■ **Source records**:

------------

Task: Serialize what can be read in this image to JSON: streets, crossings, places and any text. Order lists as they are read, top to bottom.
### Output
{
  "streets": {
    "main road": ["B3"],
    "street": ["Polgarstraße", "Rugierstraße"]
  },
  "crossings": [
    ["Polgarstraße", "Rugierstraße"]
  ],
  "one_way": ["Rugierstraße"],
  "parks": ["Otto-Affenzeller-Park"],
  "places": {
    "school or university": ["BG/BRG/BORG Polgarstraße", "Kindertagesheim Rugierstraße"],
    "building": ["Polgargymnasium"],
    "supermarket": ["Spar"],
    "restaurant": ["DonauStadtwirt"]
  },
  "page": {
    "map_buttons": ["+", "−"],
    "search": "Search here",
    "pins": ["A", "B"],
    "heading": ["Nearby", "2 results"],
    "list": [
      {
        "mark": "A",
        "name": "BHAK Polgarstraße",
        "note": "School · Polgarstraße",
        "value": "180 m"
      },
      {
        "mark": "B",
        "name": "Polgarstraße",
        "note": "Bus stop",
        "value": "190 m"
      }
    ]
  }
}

------------

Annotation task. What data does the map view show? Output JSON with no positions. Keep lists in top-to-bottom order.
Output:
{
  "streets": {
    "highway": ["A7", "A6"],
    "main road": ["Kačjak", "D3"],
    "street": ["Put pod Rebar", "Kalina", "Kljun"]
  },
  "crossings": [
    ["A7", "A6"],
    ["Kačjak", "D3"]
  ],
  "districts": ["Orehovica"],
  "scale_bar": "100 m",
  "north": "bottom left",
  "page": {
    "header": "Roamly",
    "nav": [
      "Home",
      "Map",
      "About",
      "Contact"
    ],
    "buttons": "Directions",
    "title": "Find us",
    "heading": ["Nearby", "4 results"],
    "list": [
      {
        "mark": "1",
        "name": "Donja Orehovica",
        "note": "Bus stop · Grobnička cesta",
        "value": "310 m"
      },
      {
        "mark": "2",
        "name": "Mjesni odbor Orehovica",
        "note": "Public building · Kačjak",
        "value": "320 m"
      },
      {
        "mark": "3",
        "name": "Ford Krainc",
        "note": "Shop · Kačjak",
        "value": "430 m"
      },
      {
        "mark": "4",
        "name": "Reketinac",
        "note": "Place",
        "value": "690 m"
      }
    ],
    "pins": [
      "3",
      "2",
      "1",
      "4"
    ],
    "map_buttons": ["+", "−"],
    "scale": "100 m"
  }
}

------------

■ **About this task**: When a line in the data contains "lists", return it as written.

■ **Exercise result**:
Task: Serialize what can be read in this image to JSON: streets, crossings, places and any text. Order lists as they are read, top to bottom.
Annotation task. What data does the map view show? Output JSON with no positions. Keep lists in top-to-bottom order.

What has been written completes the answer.